* [REQUIRED ACTION] Only text lines belong in the answer: the lines from the first one in the records through the line with "cairo_pattern_t *soft = cairo_pop_group(cr);", copied exactly.

╔══

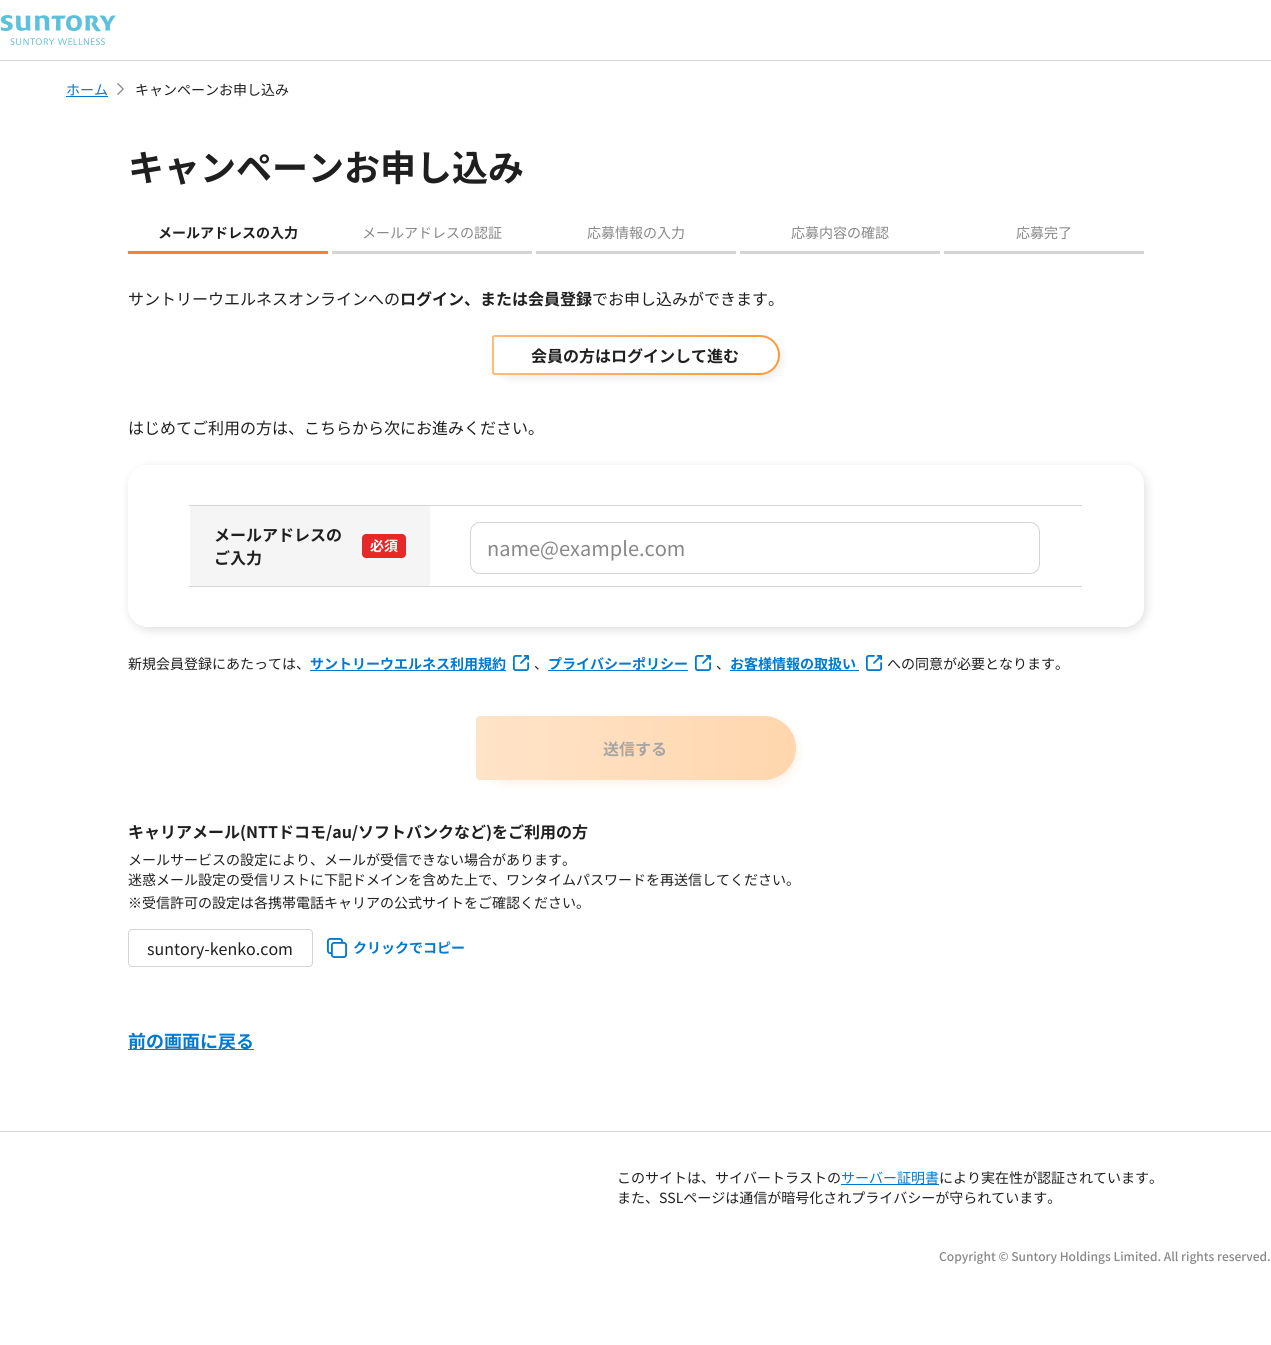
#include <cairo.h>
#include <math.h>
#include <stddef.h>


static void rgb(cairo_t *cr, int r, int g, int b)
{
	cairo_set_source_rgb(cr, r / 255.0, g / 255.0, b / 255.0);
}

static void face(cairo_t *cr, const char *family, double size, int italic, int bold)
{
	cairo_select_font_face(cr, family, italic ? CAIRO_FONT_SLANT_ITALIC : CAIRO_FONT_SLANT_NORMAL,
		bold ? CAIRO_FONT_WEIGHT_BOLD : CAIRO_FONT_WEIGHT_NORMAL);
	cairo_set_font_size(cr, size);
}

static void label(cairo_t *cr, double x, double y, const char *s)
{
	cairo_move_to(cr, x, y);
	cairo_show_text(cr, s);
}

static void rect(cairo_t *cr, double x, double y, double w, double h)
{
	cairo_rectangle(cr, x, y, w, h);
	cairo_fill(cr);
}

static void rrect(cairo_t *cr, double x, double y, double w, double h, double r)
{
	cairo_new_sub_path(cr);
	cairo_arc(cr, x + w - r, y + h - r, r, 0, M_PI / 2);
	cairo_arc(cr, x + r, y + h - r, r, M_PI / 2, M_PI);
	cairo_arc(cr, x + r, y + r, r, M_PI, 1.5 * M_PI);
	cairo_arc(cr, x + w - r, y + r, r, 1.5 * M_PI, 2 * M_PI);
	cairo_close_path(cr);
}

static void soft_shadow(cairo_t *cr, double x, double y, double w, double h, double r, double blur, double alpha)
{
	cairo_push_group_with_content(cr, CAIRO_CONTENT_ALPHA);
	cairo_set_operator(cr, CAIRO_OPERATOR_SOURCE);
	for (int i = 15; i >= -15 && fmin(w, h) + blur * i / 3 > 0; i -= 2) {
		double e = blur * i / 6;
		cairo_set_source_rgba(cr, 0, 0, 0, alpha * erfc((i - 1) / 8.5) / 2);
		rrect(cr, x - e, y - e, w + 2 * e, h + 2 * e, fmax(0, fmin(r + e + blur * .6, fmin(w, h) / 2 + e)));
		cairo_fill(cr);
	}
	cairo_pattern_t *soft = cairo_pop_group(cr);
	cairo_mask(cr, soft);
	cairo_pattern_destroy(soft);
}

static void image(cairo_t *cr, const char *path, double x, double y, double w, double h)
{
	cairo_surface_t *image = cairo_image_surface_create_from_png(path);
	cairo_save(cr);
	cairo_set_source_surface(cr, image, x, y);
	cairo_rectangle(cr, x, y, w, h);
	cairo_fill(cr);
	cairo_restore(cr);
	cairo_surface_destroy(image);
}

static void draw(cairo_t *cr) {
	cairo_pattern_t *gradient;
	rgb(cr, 255, 255, 255);
	cairo_paint(cr);
	rgb(cr, 213, 213, 213);
	rect(cr, 0, 60, 1271, 1);
	image(cr, "image0.png", 0, 15, 116, 30);
	face(cr, "Noto Sans JP", 14, 0, 0);
	rgb(cr, 0, 121, 208);
	label(cr, 66, 95, "ホーム");
	rect(cr, 66, 96, 42, 1);
	image(cr, "image1.png", 117, 83, 7, 12);
	rgb(cr, 31, 31, 31);
	label(cr, 135, 95, "キャンペーンお申し込み");
	face(cr, "Noto Sans JP", 36, 0, 1);
	label(cr, 128, 181, "キャンペーンお申し込み");
	rgb(cr, 252, 131, 43);
	rect(cr, 128, 251, 200, 3);
	face(cr, "Noto Sans JP", 14, 0, 1);
	rgb(cr, 31, 31, 31);
	label(cr, 158, 238, "メールアドレスの入力");
	rgb(cr, 213, 213, 213);
	rect(cr, 332, 251, 200, 3);
	face(cr, "Noto Sans JP", 14, 0, 0);
	rgb(cr, 136, 136, 136);
	label(cr, 362, 238, "メールアドレスの認証");
	rgb(cr, 213, 213, 213);
	rect(cr, 536, 251, 200, 3);
	rgb(cr, 136, 136, 136);
	label(cr, 587, 238, "応募情報の入力");
	rgb(cr, 213, 213, 213);
	rect(cr, 740, 251, 200, 3);
	rgb(cr, 136, 136, 136);
	label(cr, 791, 238, "応募内容の確認");
	rgb(cr, 213, 213, 213);
	rect(cr, 944, 251, 200, 3);
	rgb(cr, 136, 136, 136);
	label(cr, 1016, 238, "応募完了");
	face(cr, "Noto Sans JP", 16, 0, 0);
	rgb(cr, 31, 31, 31);
	label(cr, 128, 305, "サントリーウエルネスオンラインへの");
	face(cr, "Noto Sans JP", 16, 0, 1);
	label(cr, 400, 305, "ログイン、または会員登録");
	face(cr, "Noto Sans JP", 16, 0, 0);
	label(cr, 592, 305, "でお申し込みができます。");
	rgb(cr, 31, 31, 31);
	soft_shadow(cr, 494, 339, 288, 40, 20, 4, 0.08);
	gradient = cairo_pattern_create_linear(491, 347, 781, 363);
	cairo_pattern_add_color_stop_rgba(gradient, 0, 1, 0.737, 0.475, 1);
	cairo_pattern_add_color_stop_rgba(gradient, 1, 1, 0.6, 0.2, 1);
	cairo_set_source(cr, gradient);
	cairo_pattern_destroy(gradient);
	cairo_new_path(cr);
	cairo_move_to(cr, 494.5, 335);
	cairo_line_to(cr, 760, 335);
	cairo_curve_to(cr, 771, 335, 780, 344, 780, 355);
	cairo_curve_to(cr, 780, 366, 771, 375, 760, 375);
	cairo_line_to(cr, 494.5, 375);
	cairo_curve_to(cr, 493, 375, 492, 374, 492, 372.5);
	cairo_line_to(cr, 492, 337.5);
	cairo_curve_to(cr, 492, 336, 493, 335, 494.5, 335);
	cairo_close_path(cr);
	cairo_fill(cr);
	rgb(cr, 255, 255, 255);
	cairo_new_path(cr);
	cairo_move_to(cr, 494.5, 337);
	cairo_line_to(cr, 760, 337);
	cairo_curve_to(cr, 770, 337, 778, 345, 778, 355);
	cairo_curve_to(cr, 778, 365, 770, 373, 760, 373);
	cairo_line_to(cr, 494.5, 373);
	cairo_curve_to(cr, 494, 373, 494, 373, 494, 372.5);
	cairo_line_to(cr, 494, 337.5);
	cairo_curve_to(cr, 494, 337, 494, 337, 494.5, 337);
	cairo_close_path(cr);
	cairo_fill(cr);
	face(cr, "Noto Sans JP", 16, 0, 1);
	rgb(cr, 31, 31, 31);
	label(cr, 531, 362, "会員の方はログインして進む");
	face(cr, "Noto Sans JP", 16, 0, 0);
	label(cr, 128, 434, "はじめてご利用の方は、こちらから次にお進みください。");
	cairo_save(cr);
	cairo_set_fill_rule(cr, CAIRO_FILL_RULE_EVEN_ODD);
	cairo_new_path(cr);
	cairo_move_to(cr, 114, 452);
	cairo_line_to(cr, 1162, 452);
	cairo_line_to(cr, 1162, 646);
	cairo_line_to(cr, 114, 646);
	cairo_close_path(cr);
	cairo_move_to(cr, 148, 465);
	cairo_line_to(cr, 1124, 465);
	cairo_curve_to(cr, 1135, 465, 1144, 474, 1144, 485);
	cairo_line_to(cr, 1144, 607);
	cairo_curve_to(cr, 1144, 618, 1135, 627, 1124, 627);
	cairo_line_to(cr, 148, 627);
	cairo_curve_to(cr, 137, 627, 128, 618, 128, 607);
	cairo_line_to(cr, 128, 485);
	cairo_curve_to(cr, 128, 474, 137, 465, 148, 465);
	cairo_close_path(cr);
	cairo_clip(cr);
	rgb(cr, 51, 51, 51);
	soft_shadow(cr, 130, 468, 1016, 162, 20, 5, 0.16);
	cairo_restore(cr);
	rgb(cr, 245, 245, 245);
	rect(cr, 190, 506, 240, 80);
	face(cr, "Noto Sans JP", 16, 0, 1);
	rgb(cr, 31, 31, 31);
	label(cr, 214, 541, "メールアドレスの");
	label(cr, 214, 564, "ご入力");
	rgb(cr, 229, 40, 40);
	rrect(cr, 362, 534, 44, 24, 4);
	cairo_fill(cr);
	face(cr, "Noto Sans JP", 14, 0, 1);
	rgb(cr, 255, 255, 255);
	label(cr, 370, 551, "必須");
	rgb(cr, 213, 213, 213);
	rect(cr, 189, 505, 893, 1);
	rect(cr, 189, 586, 893, 1);
	rrect(cr, 470.5, 522.5, 569, 51, 9.5);
	cairo_set_line_width(cr, 1);
	cairo_stroke(cr);
	face(cr, "Noto Sans JP", 20, 0, 0);
	rgb(cr, 136, 136, 136);
	label(cr, 487, 556, "name@example.com");
	face(cr, "Noto Sans JP", 14, 0, 0);
	rgb(cr, 31, 31, 31);
	label(cr, 128, 669, "新規会員登録にあたっては、");
	rgb(cr, 0, 121, 208);
	rect(cr, 310, 670, 196, 1);
	face(cr, "Noto Sans JP", 14, 0, 1);
	label(cr, 310, 669, "サントリーウエルネス利用規約");
	image(cr, "image2.png", 513, 655, 16, 16);
	face(cr, "Noto Sans JP", 14, 0, 0);
	rgb(cr, 31, 31, 31);
	label(cr, 534, 669, "、");
	face(cr, "Noto Sans JP", 14, 0, 1);
	rgb(cr, 0, 121, 208);
	label(cr, 548, 669, "プライバシーポリシー");
	rect(cr, 548, 670, 140, 1);
	image(cr, "image2.png", 695, 655, 16, 16);
	face(cr, "Noto Sans JP", 14, 0, 0);
	rgb(cr, 31, 31, 31);
	label(cr, 716, 669, "、");
	rgb(cr, 0, 121, 208);
	rect(cr, 730, 670, 129, 1);
	face(cr, "Noto Sans JP", 14, 0, 1);
	label(cr, 730, 669, "お客様情報の取扱い");
	image(cr, "image2.png", 866, 655, 16, 16);
	face(cr, "Noto Sans JP", 14, 0, 0);
	rgb(cr, 31, 31, 31);
	label(cr, 887, 669, "への同意が必要となります。");
	rgb(cr, 248, 214, 180);
	soft_shadow(cr, 478, 720, 320, 64, 32, 4, 0.3);
	gradient = cairo_pattern_create_linear(475, 739, 797, 757);
	cairo_pattern_add_color_stop_rgba(gradient, 0, 1, 0.894, 0.788, 1);
	cairo_pattern_add_color_stop_rgba(gradient, 1, 1, 0.839, 0.678, 1);
	cairo_set_source(cr, gradient);
	cairo_pattern_destroy(gradient);
	cairo_new_path(cr);
	cairo_move_to(cr, 480, 716);
	cairo_line_to(cr, 764, 716);
	cairo_curve_to(cr, 781.5, 716, 796, 730.5, 796, 748);
	cairo_curve_to(cr, 796, 765.5, 781.5, 780, 764, 780);
	cairo_line_to(cr, 480, 780);
	cairo_curve_to(cr, 478, 780, 476, 778, 476, 776);
	cairo_line_to(cr, 476, 720);
	cairo_curve_to(cr, 476, 718, 478, 716, 480, 716);
	cairo_close_path(cr);
	cairo_fill(cr);
	face(cr, "Noto Sans JP", 16, 0, 1);
	rgb(cr, 165, 165, 165);
	label(cr, 603, 755, "送信する");
	rgb(cr, 31, 31, 31);
	label(cr, 128, 838, "キャリアメール(NTTドコモ/au/ソフトバンクなど)をご利用の方");
	face(cr, "Noto Sans JP", 14, 0, 0);
	label(cr, 128, 865, "メールサービスの設定により、メールが受信できない場合があります。");
	label(cr, 128, 885, "迷惑メール設定の受信リストに下記ドメインを含めた上で、ワンタイムパスワードを再送信してください。");
	label(cr, 128, 908, "※受信許可の設定は各携帯電話キャリアの公式サイトをご確認ください。");
	rrect(cr, 128.5, 929.5, 184, 37, 3.5);
	rgb(cr, 213, 213, 213);
	cairo_stroke(cr);
	face(cr, "Noto Sans JP", 16, 0, 0);
	rgb(cr, 31, 31, 31);
	label(cr, 147, 955, "suntory-kenko.com");
	image(cr, "image3.png", 327, 938, 20, 20);
	face(cr, "Noto Sans JP", 14, 0, 1);
	rgb(cr, 0, 121, 208);
	label(cr, 353, 953, "クリックでコピー");
	rect(cr, 128, 1049, 126, 1);
	face(cr, "Noto Sans JP", 18, 0, 1);
	label(cr, 128, 1048, "前の画面に戻る");
	rgb(cr, 213, 213, 213);
	rect(cr, 0, 1131, 1271, 1);
	face(cr, "Noto Sans JP", 14, 0, 0);
	rgb(cr, 31, 31, 31);
	label(cr, 617, 1183, "このサイトは、サイバートラストの");
	rgb(cr, 0, 121, 208);
	rect(cr, 841, 1184, 98, 1);
	label(cr, 841, 1183, "サーバー証明書");
	rgb(cr, 31, 31, 31);
	label(cr, 939, 1183, "により実在性が認証されています。");
	label(cr, 617, 1203, "また、SSLページは通信が暗号化されプライバシーが守られています。");
	face(cr, "Noto Sans JP Medium", 12, 0, 0);
	rgb(cr, 136, 136, 136);
	label(cr, 939, 1261, "Copyright © Suntory Holdings Limited. All rights reserved.");
}

int main(void) {
	cairo_surface_t *surface = cairo_image_surface_create(CAIRO_FORMAT_RGB24, 1271, 1345);
	cairo_t *cr = cairo_create(surface);
	cairo_font_options_t *options = cairo_font_options_create();
	cairo_font_options_set_hint_metrics(options, CAIRO_HINT_METRICS_OFF);
	cairo_font_options_set_hint_style(options, CAIRO_HINT_STYLE_NONE);
	cairo_set_font_options(cr, options);
	cairo_set_miter_limit(cr, 4);
	draw(cr);
	cairo_surface_write_to_png(surface, "render.png");
	cairo_font_options_destroy(options);
	cairo_destroy(cr);
	cairo_surface_destroy(surface);
	return 0;
}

╚══

* [RESULT BELOW]
#include <cairo.h>
#include <math.h>
#include <stddef.h>


static void rgb(cairo_t *cr, int r, int g, int b)
{
	cairo_set_source_rgb(cr, r / 255.0, g / 255.0, b / 255.0);
}

static void face(cairo_t *cr, const char *family, double size, int italic, int bold)
{
	cairo_select_font_face(cr, family, italic ? CAIRO_FONT_SLANT_ITALIC : CAIRO_FONT_SLANT_NORMAL,
		bold ? CAIRO_FONT_WEIGHT_BOLD : CAIRO_FONT_WEIGHT_NORMAL);
	cairo_set_font_size(cr, size);
}

static void label(cairo_t *cr, double x, double y, const char *s)
{
	cairo_move_to(cr, x, y);
	cairo_show_text(cr, s);
}

static void rect(cairo_t *cr, double x, double y, double w, double h)
{
	cairo_rectangle(cr, x, y, w, h);
	cairo_fill(cr);
}

static void rrect(cairo_t *cr, double x, double y, double w, double h, double r)
{
	cairo_new_sub_path(cr);
	cairo_arc(cr, x + w - r, y + h - r, r, 0, M_PI / 2);
	cairo_arc(cr, x + r, y + h - r, r, M_PI / 2, M_PI);
	cairo_arc(cr, x + r, y + r, r, M_PI, 1.5 * M_PI);
	cairo_arc(cr, x + w - r, y + r, r, 1.5 * M_PI, 2 * M_PI);
	cairo_close_path(cr);
}

static void soft_shadow(cairo_t *cr, double x, double y, double w, double h, double r, double blur, double alpha)
{
	cairo_push_group_with_content(cr, CAIRO_CONTENT_ALPHA);
	cairo_set_operator(cr, CAIRO_OPERATOR_SOURCE);
	for (int i = 15; i >= -15 && fmin(w, h) + blur * i / 3 > 0; i -= 2) {
		double e = blur * i / 6;
		cairo_set_source_rgba(cr, 0, 0, 0, alpha * erfc((i - 1) / 8.5) / 2);
		rrect(cr, x - e, y - e, w + 2 * e, h + 2 * e, fmax(0, fmin(r + e + blur * .6, fmin(w, h) / 2 + e)));
		cairo_fill(cr);
	}
	cairo_pattern_t *soft = cairo_pop_group(cr);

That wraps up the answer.